Restate every record exactly as it is written, while omitting the pictures it holds.
** The input follows **
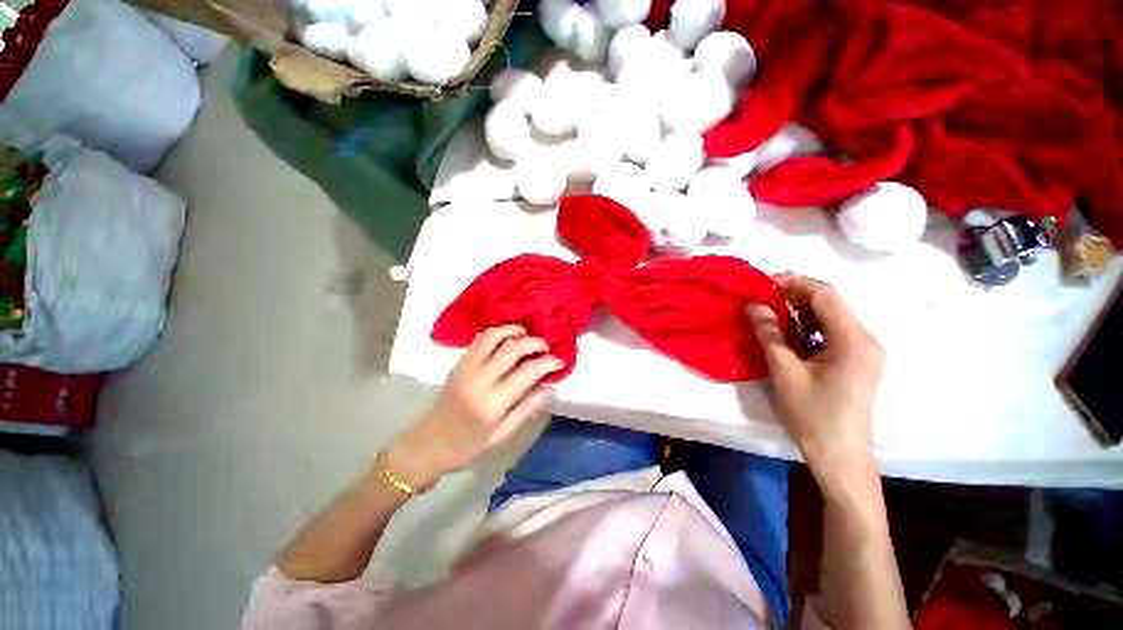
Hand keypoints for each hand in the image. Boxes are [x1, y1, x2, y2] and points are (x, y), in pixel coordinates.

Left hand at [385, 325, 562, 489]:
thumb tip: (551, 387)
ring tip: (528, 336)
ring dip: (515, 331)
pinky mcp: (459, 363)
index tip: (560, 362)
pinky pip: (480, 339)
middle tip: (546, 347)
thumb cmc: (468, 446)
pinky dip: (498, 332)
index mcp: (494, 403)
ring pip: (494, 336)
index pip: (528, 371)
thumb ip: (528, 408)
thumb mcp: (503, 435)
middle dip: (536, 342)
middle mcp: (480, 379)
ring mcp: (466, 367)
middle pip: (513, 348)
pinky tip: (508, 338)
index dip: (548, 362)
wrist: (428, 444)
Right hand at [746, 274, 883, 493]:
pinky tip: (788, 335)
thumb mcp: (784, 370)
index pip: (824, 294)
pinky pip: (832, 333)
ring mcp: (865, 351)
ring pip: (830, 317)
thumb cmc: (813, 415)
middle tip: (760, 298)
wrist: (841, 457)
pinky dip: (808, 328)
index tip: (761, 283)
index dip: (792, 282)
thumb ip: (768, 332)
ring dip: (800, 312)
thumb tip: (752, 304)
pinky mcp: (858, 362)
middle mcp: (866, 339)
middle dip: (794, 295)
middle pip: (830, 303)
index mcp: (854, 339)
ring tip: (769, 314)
** End of The input **
Reply to the task:
Hand keypoints for each hand in the image. Boxes are [x1, y1, x2, y2] and points are (x, y), in pixel coordinates.

Left hand at [385, 325, 562, 489]:
thumb tip: (551, 387)
ring tip: (528, 336)
ring dip: (515, 331)
pinky mcp: (459, 363)
index tip: (560, 362)
pinky pip: (480, 339)
middle tip: (546, 347)
thumb cmc: (468, 446)
pinky dip: (498, 332)
index mcp: (494, 403)
ring pip: (494, 336)
index pip: (528, 371)
thumb ip: (528, 408)
thumb mcp: (503, 435)
middle dip: (536, 342)
middle mcp: (480, 379)
ring mcp: (466, 367)
middle pip: (513, 348)
pinky tip: (508, 338)
index dip: (548, 362)
wrist: (428, 444)
Right hand at [746, 274, 883, 493]:
pinky tip: (788, 335)
thumb mcp: (784, 370)
index pip: (824, 294)
pinky pip: (832, 333)
ring mcp: (865, 351)
ring pip: (830, 317)
thumb cmc: (813, 415)
middle tip: (760, 298)
wrist: (841, 457)
pinky dip: (808, 328)
index tip: (761, 283)
index dip: (792, 282)
thumb ip: (768, 332)
ring dip: (800, 312)
thumb tip: (752, 304)
pinky mcp: (858, 362)
middle mcp: (866, 339)
middle dip: (794, 295)
middle pip: (830, 303)
index mcp: (854, 339)
ring tip: (769, 314)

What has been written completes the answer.